# [ABOUT THIS EXERCISE]
Check each line of the data below for the word "Left". How many lines have it? Answer with the number alone.

Items listed in a dataset:
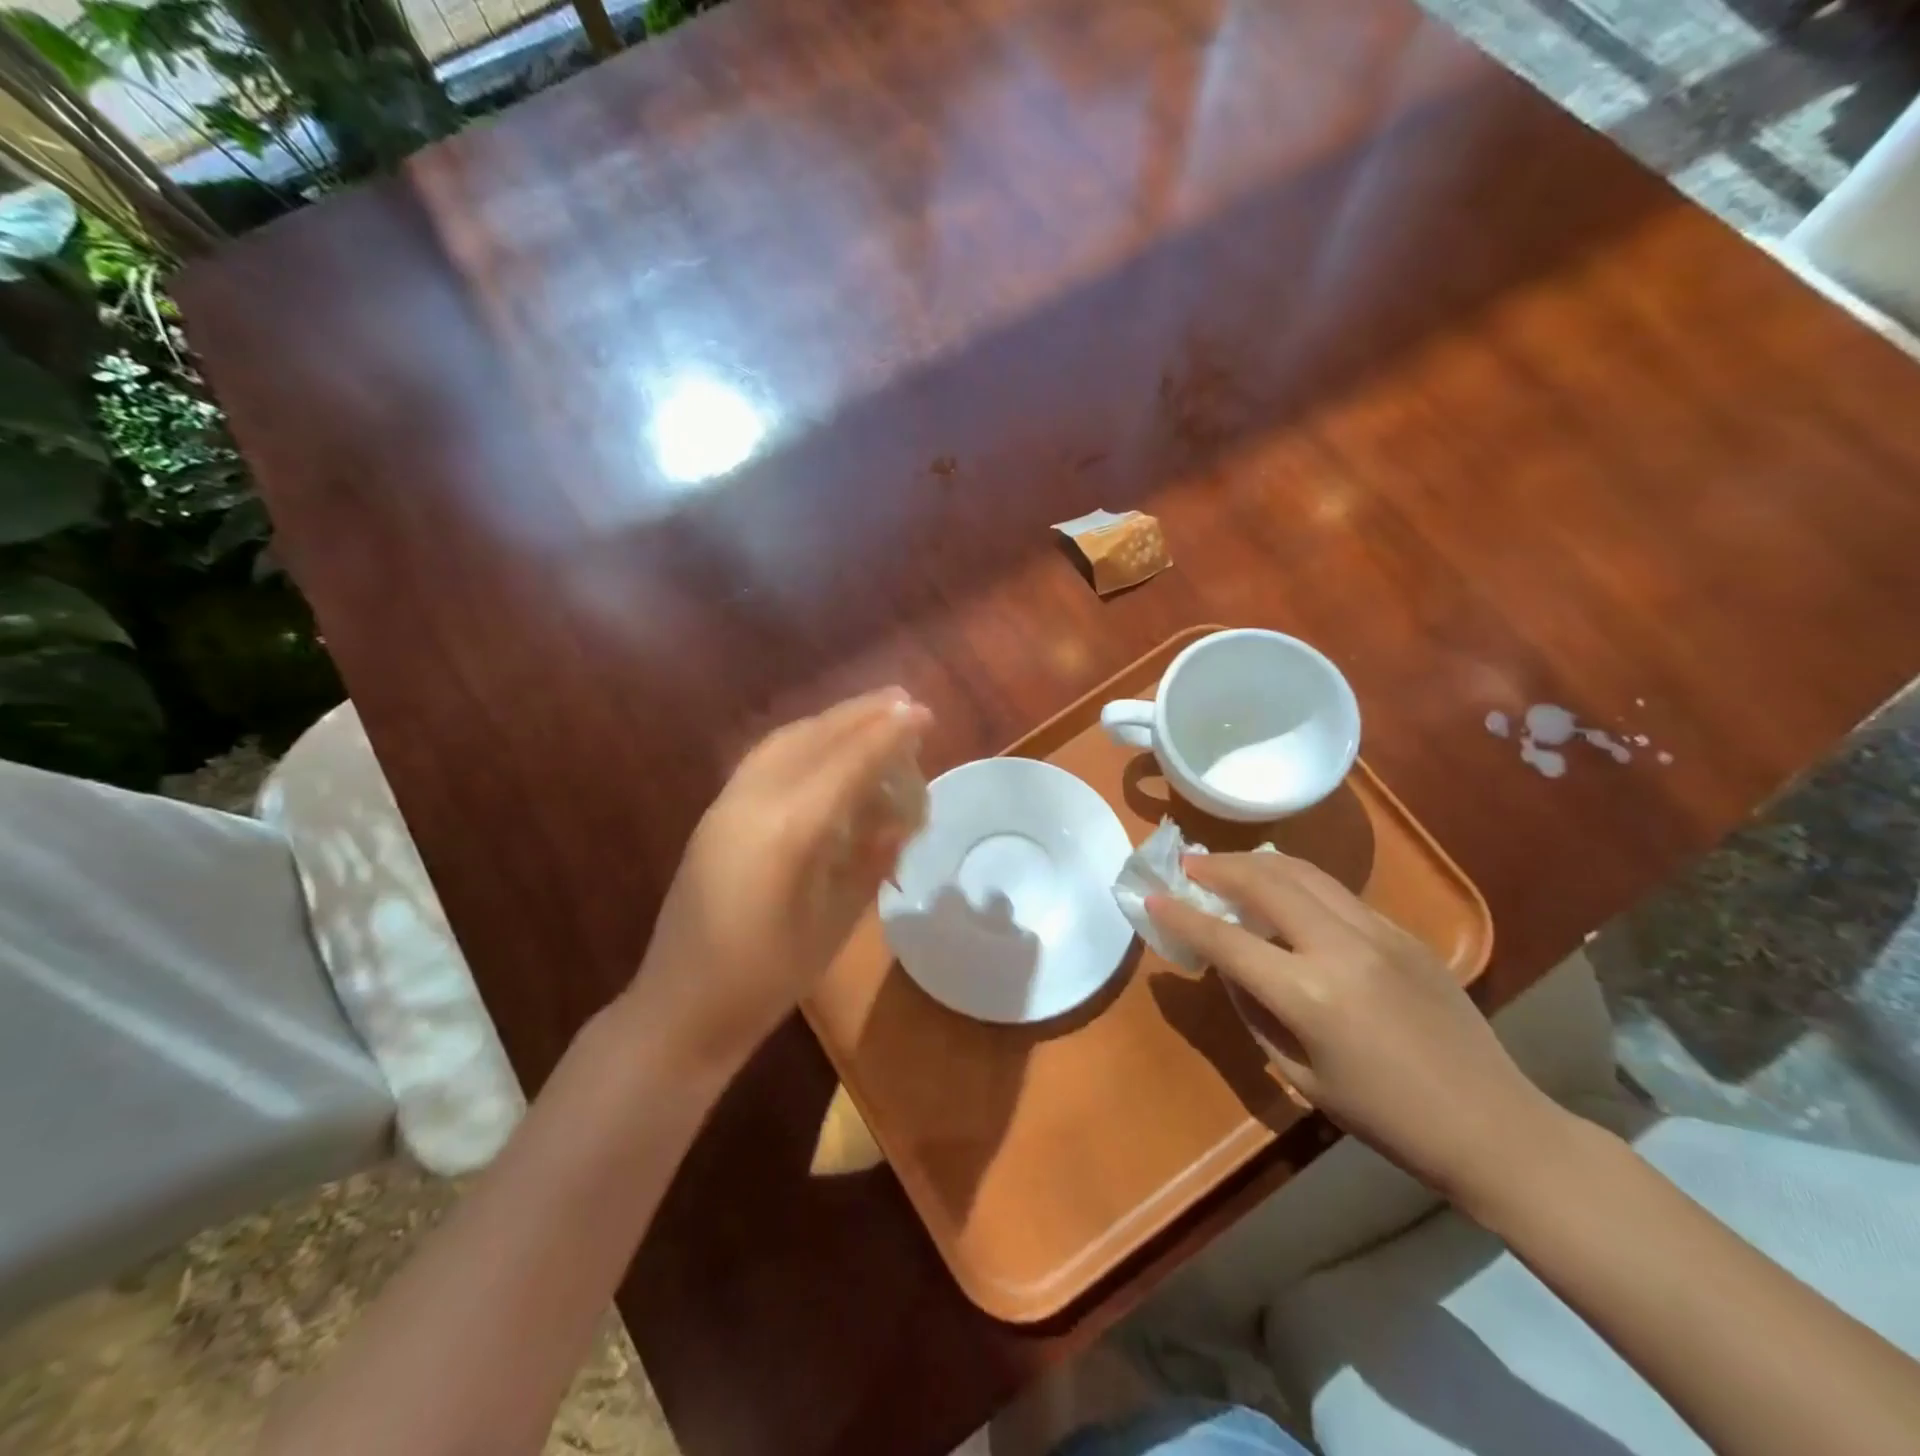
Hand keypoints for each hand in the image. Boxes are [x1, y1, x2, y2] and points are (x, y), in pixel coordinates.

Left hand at [628, 688, 931, 1073]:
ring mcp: (727, 802)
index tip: (923, 714)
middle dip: (862, 714)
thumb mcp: (836, 921)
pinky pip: (765, 757)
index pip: (848, 763)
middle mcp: (754, 800)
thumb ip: (871, 859)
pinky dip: (802, 739)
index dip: (889, 735)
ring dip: (831, 721)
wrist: (683, 1006)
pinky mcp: (716, 812)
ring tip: (870, 713)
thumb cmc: (769, 977)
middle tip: (904, 700)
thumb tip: (901, 816)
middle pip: (815, 737)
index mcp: (789, 830)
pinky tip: (823, 746)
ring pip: (786, 740)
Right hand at [1147, 854, 1563, 1204]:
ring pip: (1304, 873)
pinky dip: (1297, 882)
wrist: (1492, 1124)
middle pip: (1265, 883)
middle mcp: (1341, 949)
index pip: (1227, 940)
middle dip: (1219, 868)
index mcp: (1309, 996)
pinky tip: (1283, 893)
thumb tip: (1229, 963)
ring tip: (1228, 865)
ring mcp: (1378, 933)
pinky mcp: (1403, 932)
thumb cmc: (1385, 1118)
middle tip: (1189, 866)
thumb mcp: (1299, 1075)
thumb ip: (1254, 1010)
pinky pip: (1336, 893)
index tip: (1153, 897)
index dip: (1182, 916)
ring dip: (1257, 863)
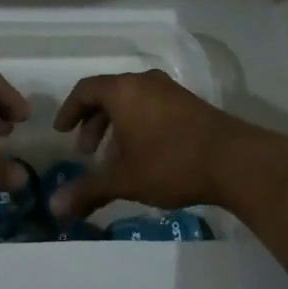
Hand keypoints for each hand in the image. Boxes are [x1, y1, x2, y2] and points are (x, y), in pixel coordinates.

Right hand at [49, 70, 287, 219]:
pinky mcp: (189, 103)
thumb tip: (54, 207)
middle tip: (88, 153)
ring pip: (132, 101)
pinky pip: (152, 106)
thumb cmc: (170, 162)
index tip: (62, 133)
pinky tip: (145, 156)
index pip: (86, 89)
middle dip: (94, 123)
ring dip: (117, 126)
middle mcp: (144, 81)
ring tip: (116, 160)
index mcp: (123, 90)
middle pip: (109, 94)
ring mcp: (170, 90)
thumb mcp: (124, 179)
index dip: (70, 110)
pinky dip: (138, 125)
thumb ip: (88, 190)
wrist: (233, 159)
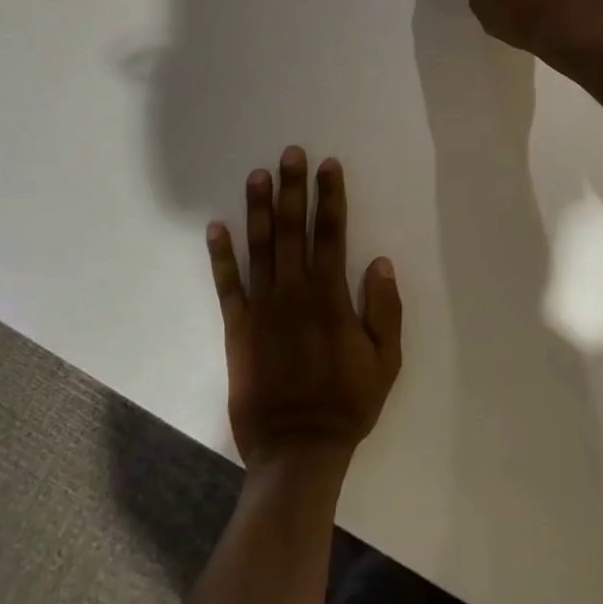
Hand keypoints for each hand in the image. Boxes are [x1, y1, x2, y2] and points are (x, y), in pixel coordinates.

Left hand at [207, 148, 402, 471]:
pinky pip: (227, 285)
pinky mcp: (238, 328)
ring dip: (259, 208)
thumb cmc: (347, 404)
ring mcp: (262, 308)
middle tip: (291, 153)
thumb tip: (380, 262)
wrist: (297, 450)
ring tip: (257, 174)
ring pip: (260, 248)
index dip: (331, 197)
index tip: (329, 165)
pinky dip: (221, 255)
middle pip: (293, 229)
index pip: (332, 234)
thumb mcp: (386, 362)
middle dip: (293, 188)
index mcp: (331, 298)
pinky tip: (216, 226)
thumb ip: (385, 310)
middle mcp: (295, 293)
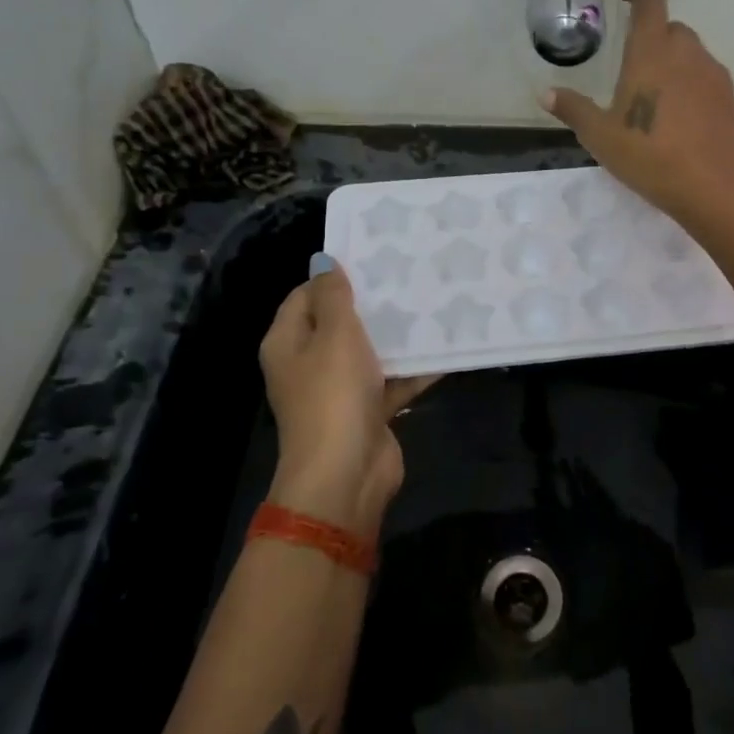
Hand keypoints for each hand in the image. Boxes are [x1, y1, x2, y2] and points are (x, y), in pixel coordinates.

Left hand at [258, 261, 435, 537]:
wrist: (346, 474)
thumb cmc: (333, 394)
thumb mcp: (334, 334)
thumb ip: (333, 296)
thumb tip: (323, 261)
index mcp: (288, 342)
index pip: (304, 296)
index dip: (333, 277)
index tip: (372, 258)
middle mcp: (309, 364)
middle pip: (339, 323)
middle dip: (371, 303)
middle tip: (407, 275)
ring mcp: (339, 390)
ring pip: (369, 352)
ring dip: (396, 334)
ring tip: (431, 302)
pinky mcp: (368, 410)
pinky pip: (392, 380)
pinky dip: (414, 368)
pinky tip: (446, 347)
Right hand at [540, 0, 733, 222]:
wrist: (711, 185)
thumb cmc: (648, 154)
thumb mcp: (600, 135)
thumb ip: (573, 109)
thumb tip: (545, 93)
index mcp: (651, 51)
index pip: (651, 0)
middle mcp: (686, 52)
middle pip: (670, 28)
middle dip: (652, 36)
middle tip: (633, 66)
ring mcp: (712, 73)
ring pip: (691, 52)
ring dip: (672, 61)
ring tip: (655, 96)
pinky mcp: (729, 96)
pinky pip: (706, 76)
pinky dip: (691, 83)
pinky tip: (680, 115)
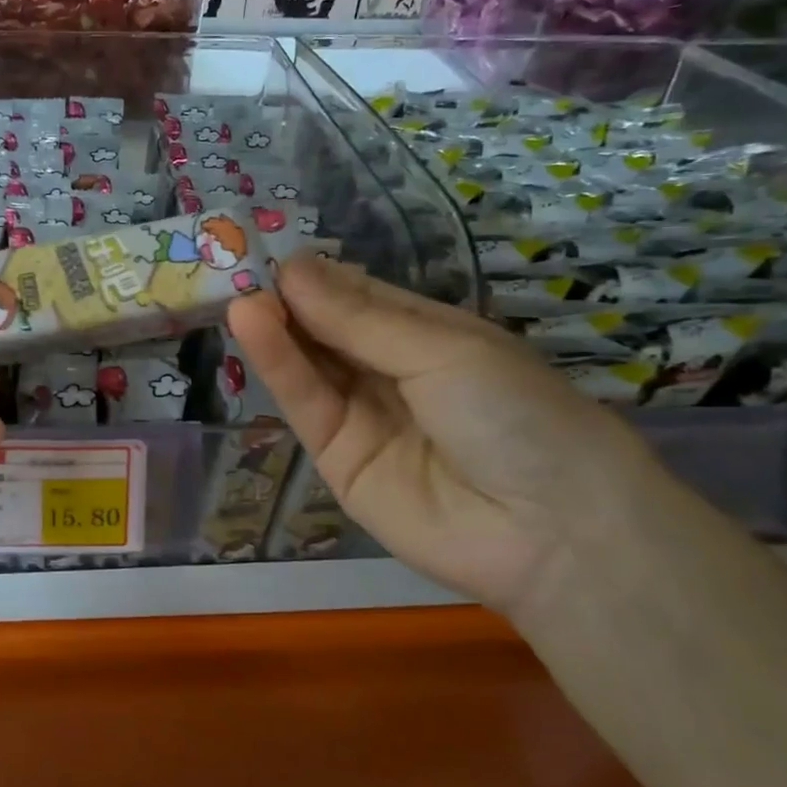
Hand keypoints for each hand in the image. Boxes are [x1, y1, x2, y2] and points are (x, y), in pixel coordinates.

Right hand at [228, 255, 676, 616]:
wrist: (547, 532)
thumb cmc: (514, 413)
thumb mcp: (441, 350)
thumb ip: (358, 318)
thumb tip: (291, 269)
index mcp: (427, 336)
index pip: (359, 297)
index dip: (318, 277)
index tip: (271, 253)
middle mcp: (390, 372)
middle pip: (327, 330)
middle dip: (288, 301)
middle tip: (238, 269)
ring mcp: (361, 416)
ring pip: (310, 365)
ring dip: (276, 328)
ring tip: (241, 297)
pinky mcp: (335, 458)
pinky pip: (305, 404)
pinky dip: (278, 365)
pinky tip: (254, 327)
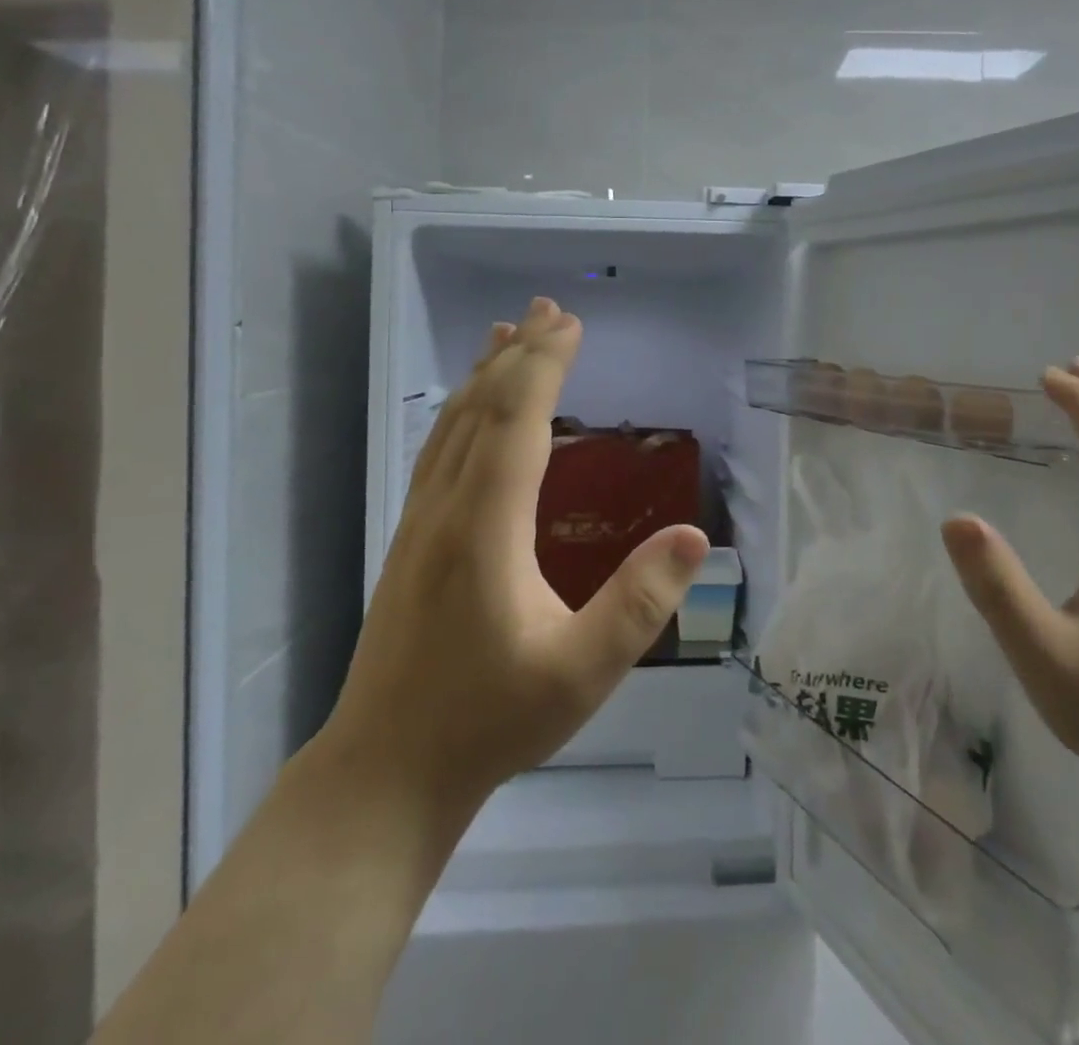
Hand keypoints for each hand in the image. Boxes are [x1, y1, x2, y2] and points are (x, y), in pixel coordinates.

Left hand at [318, 297, 709, 817]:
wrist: (385, 769)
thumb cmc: (488, 721)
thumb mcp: (581, 673)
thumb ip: (640, 604)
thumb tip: (694, 537)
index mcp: (486, 526)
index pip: (517, 421)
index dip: (545, 366)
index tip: (571, 324)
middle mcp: (447, 507)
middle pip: (483, 408)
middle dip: (519, 353)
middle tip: (549, 309)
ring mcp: (420, 521)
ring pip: (453, 425)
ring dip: (485, 374)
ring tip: (506, 333)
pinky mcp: (410, 538)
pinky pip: (439, 450)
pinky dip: (460, 410)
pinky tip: (468, 408)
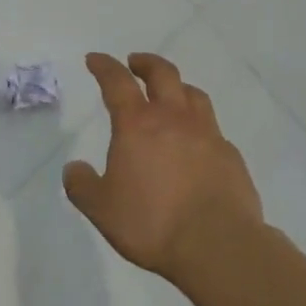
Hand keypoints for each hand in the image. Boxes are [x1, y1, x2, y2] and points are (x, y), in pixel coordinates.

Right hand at [63, 53, 263, 282]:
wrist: (219, 246)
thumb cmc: (153, 223)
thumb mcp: (102, 209)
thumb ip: (83, 186)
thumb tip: (74, 168)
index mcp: (137, 124)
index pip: (117, 81)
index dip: (104, 66)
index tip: (95, 59)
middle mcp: (173, 118)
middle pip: (162, 74)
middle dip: (146, 63)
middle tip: (135, 63)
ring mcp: (207, 134)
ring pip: (193, 94)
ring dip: (177, 87)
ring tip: (171, 94)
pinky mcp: (231, 156)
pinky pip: (213, 129)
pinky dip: (201, 126)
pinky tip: (198, 143)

# [REPLY TO THE EXERCISE]
4